# TRY IT
From the listing below, copy out every line where the word "nodes" appears.

# INFORMATION SUPPLIED
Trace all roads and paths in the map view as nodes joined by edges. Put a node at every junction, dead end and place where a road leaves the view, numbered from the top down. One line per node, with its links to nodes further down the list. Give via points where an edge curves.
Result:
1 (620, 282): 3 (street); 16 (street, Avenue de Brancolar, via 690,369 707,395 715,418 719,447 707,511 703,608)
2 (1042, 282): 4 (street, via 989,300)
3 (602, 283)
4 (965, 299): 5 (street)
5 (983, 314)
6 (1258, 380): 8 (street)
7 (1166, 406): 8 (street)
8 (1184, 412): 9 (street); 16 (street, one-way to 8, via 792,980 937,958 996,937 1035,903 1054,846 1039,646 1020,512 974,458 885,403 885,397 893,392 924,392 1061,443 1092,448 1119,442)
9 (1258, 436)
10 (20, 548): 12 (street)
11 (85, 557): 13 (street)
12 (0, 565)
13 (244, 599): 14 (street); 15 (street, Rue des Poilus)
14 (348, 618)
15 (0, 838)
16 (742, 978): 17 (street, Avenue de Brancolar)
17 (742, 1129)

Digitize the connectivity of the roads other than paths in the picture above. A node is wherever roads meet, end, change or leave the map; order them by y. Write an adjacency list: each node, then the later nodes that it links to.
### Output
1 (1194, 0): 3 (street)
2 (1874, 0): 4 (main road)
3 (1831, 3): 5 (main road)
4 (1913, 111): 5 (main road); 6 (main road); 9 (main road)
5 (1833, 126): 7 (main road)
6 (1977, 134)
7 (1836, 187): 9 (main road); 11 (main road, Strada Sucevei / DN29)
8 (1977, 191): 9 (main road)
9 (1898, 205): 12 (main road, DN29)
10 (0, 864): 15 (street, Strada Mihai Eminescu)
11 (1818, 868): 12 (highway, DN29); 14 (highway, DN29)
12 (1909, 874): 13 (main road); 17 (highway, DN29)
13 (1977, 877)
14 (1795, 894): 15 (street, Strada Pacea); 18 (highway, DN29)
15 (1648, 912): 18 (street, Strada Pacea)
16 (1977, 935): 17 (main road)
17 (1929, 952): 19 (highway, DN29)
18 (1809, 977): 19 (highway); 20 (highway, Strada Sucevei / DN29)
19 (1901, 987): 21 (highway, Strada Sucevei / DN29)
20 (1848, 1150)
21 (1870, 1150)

# EXERCISE OUTPUT
Trace all roads and paths in the map view as nodes joined by edges. Put a node at every junction, dead end and place where a road leaves the view, numbered from the top down. One line per node, with its links to nodes further down the list. Give via points where an edge curves.
Digitize the connectivity of the roads other than paths in the picture above. A node is wherever roads meet, end, change or leave the map; order them by y. Write an adjacency list: each node, then the later nodes that it links to.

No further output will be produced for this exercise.